We stayed at the Wedgewood Resort in Fairbanks to give ourselves a scheduled break from the confines of BigB. They had a beautiful wildlife preserve adjacent to the resort – it’s a nice stroll through the boreal forest to a small lake where you maybe run into another person; it was a place of solitude with a chance for tree bathing.  

We arrived at the Denali RV Park and Motel and headed out to the National Park the next morning to go for a hike along the Savage River.  We stopped briefly at the visitor center on the way; we saw a moose and were warned about said moose by a ranger as she had a calf and had been getting aggressive.  Otherwise we navigated moose spoor that was prolific pretty much everywhere we went including the RV park.  

Savage River in Denali National Park

On our hike along the river we had the luck to spot Dall Sheep; one large male was sitting there along the ridge like a sphinx with a full set of curved horns on full display.  They were too far away for a photograph – even a high powered professional lens would have found the subject challenging to shoot.  We settled for what we could see through the binoculars and watched as several more came over the ridge. 
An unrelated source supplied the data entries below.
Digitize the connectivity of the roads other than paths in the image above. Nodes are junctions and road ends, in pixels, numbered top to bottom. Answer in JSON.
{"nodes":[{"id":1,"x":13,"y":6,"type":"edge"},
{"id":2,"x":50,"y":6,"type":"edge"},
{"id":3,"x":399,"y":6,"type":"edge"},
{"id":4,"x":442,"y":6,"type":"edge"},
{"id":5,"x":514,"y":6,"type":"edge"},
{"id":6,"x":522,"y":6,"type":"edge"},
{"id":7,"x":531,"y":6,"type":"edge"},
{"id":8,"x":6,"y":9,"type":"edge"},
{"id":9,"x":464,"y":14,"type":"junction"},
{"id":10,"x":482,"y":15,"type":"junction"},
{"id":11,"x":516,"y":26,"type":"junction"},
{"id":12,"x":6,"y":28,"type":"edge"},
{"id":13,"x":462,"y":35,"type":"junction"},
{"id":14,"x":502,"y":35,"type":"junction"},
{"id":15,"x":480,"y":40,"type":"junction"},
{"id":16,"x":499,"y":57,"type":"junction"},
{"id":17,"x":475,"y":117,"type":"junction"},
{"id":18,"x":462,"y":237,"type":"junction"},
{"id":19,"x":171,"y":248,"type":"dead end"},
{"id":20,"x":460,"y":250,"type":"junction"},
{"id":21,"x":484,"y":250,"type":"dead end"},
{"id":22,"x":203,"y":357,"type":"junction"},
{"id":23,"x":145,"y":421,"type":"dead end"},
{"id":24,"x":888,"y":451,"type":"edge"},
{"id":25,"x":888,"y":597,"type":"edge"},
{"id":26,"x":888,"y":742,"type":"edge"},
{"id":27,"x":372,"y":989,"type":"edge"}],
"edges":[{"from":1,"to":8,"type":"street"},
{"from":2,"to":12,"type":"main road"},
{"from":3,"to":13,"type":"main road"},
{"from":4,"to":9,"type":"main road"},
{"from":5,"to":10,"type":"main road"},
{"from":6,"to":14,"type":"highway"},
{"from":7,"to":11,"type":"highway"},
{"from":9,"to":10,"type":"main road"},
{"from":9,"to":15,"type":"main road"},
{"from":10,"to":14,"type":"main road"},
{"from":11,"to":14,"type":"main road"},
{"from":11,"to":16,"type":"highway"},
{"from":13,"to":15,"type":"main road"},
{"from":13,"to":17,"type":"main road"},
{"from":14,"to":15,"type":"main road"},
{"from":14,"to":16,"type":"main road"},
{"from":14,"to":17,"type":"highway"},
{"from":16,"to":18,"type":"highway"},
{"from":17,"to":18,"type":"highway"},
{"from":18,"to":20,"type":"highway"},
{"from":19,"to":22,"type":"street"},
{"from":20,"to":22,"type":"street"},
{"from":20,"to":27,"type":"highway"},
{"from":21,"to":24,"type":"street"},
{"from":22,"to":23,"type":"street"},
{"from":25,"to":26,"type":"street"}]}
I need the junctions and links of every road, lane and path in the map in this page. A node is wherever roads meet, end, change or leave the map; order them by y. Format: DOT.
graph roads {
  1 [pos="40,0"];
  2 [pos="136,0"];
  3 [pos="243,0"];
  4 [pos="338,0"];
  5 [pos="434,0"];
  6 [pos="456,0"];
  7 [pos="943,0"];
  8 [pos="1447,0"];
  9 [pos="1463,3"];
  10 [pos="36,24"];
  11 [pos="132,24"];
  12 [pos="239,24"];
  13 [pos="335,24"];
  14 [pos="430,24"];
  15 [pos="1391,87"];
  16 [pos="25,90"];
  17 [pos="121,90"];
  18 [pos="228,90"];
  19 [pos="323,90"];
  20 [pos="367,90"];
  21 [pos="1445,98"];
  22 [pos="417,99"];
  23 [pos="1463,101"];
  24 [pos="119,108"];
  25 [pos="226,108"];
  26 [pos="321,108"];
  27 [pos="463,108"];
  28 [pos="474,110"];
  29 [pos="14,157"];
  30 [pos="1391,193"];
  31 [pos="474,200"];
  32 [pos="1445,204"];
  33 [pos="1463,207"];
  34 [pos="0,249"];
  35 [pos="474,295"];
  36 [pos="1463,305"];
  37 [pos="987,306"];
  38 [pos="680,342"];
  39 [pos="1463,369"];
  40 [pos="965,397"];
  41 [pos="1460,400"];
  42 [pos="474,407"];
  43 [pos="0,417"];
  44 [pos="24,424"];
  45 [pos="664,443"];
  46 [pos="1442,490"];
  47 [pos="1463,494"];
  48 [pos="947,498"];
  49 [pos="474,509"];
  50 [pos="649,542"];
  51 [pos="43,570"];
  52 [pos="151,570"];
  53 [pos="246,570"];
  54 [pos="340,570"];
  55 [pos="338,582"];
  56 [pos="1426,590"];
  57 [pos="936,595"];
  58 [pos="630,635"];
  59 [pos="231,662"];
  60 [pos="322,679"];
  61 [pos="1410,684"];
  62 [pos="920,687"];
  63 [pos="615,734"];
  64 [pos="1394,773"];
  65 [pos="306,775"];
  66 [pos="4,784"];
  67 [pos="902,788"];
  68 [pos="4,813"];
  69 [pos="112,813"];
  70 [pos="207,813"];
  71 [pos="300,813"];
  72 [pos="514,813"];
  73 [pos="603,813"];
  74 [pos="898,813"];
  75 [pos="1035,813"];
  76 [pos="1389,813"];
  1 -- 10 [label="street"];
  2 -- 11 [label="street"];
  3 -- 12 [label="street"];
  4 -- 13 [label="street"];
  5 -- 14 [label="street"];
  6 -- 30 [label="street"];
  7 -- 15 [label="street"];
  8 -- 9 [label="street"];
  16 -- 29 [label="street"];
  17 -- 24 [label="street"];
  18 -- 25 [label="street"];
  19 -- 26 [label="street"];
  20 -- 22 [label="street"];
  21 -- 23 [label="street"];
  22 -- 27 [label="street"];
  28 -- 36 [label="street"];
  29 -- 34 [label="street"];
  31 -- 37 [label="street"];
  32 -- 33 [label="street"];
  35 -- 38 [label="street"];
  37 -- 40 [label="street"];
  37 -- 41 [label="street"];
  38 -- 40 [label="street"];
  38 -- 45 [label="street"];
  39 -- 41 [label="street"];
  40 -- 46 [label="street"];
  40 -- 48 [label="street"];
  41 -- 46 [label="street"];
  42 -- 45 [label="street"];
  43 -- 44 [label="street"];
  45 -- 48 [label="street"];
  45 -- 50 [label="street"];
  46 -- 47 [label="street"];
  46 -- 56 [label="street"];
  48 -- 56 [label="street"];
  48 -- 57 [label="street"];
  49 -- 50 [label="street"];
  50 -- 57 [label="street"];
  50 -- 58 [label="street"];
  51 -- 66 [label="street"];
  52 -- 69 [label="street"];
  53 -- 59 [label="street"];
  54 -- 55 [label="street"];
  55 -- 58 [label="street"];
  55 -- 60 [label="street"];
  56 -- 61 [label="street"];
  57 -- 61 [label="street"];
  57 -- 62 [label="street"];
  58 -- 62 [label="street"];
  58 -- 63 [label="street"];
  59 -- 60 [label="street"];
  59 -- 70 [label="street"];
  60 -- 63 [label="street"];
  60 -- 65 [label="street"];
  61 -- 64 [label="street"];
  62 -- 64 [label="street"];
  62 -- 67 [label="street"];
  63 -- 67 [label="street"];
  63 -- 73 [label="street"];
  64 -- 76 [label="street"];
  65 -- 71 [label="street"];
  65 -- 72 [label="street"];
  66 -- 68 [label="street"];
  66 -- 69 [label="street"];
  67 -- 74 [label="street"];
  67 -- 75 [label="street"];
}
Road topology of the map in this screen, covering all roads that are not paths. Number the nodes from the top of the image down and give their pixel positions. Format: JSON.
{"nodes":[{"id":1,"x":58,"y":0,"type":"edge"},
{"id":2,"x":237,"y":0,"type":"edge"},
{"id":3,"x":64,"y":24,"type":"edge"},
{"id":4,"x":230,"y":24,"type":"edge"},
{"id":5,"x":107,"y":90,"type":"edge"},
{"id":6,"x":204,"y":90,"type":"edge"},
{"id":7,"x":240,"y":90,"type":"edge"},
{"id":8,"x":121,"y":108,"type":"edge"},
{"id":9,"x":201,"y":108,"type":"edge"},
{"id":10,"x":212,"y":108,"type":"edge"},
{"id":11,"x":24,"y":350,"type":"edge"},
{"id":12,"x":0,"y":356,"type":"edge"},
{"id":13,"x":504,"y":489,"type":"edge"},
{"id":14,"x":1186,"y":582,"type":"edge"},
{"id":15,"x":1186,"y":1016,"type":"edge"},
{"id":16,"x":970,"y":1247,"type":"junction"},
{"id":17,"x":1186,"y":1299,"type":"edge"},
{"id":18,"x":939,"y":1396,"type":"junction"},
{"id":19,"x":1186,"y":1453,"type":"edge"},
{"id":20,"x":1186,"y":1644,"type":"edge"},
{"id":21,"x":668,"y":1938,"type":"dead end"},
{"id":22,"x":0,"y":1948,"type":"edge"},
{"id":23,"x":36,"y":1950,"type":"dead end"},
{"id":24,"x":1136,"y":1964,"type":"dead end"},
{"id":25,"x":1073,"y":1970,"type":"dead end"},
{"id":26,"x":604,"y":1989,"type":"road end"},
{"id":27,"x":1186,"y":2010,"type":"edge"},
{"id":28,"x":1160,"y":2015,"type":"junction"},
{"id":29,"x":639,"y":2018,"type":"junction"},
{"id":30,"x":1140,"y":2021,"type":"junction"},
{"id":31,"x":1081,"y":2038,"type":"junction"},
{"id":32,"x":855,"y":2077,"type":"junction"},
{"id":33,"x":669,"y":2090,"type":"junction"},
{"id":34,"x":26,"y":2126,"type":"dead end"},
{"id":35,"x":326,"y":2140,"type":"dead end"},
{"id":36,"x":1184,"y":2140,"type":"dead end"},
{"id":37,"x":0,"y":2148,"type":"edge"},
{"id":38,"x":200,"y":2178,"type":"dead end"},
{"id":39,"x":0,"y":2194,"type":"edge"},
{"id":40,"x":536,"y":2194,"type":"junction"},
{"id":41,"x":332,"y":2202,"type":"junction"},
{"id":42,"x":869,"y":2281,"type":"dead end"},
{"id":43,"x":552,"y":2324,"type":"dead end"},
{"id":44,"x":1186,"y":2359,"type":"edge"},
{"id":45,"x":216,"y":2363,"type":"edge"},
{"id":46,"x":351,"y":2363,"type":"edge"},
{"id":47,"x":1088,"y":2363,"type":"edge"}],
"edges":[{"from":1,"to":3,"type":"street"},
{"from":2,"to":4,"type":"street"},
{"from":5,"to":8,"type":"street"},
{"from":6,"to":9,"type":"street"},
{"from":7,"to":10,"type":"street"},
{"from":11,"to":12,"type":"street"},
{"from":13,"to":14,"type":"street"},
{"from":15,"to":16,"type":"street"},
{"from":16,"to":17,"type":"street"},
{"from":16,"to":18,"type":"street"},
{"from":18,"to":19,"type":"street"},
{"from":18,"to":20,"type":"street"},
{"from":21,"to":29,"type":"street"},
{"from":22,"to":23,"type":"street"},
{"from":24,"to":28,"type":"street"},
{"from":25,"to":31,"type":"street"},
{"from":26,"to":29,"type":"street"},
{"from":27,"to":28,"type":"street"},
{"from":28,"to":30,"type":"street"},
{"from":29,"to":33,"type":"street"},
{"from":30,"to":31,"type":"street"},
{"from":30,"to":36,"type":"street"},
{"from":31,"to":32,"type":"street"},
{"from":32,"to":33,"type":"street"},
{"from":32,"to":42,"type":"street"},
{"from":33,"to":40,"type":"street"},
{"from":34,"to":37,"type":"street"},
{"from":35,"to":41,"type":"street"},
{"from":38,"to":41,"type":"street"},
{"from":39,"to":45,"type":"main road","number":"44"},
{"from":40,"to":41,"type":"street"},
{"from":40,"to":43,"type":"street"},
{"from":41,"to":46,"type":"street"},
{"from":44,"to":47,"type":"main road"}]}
The hike along the river was exhilarating and there was still snow to navigate even though the weather was now in the sixties with barely a cloud in the sky.  The hike skirts the edge of the river and through portions of tundra with the Alaska range providing a dramatic backdrop.  I stopped on one of the upper trails to take it all in even though I really couldn’t; these dimensional spaces and experiences fill up too many senses – I settle for contemplating their existence and the associated memories.  

A gentle cooling breeze while the river raged on

You can take the bus through the park but due to landslides the trip is truncated – we opted for the drive to and from the trailhead instead – you can’t go any further into the park from Savage River without getting a ticket at the bus depot near the visitor center. We were happy with our sojourn as it was and were able to spot wildlife on our way back to the visitor center.

The wind blew heavily during the night and we woke without a cloud in the sky; this meant we were in luck to see the mountain itself.  We headed for the Denali South Viewpoint and about an hour into the drive we turned a corner and there it was – unmistakable, stately, towering above the vast tundra, subverting the surrounding peaks – the most majestic of the North American peaks. 

Mt Denali in all its glory

We were blessed to drive past the range and different variations of the mountain.  We arrived at Denali South Viewpoint and discovered many tourists had the same idea – though it wasn’t overly crowded.  The view was unbeatable and a short hike revealed an even better picture-perfect view.  Through the telescopes we could view the peak and the massive glacier running through the range.  

The boys were super happy they could see the mountain – no Jedi tricks here

The smell of spring permeated the surrounding forest, the warm breeze enveloped us and the view was beyond the imagination.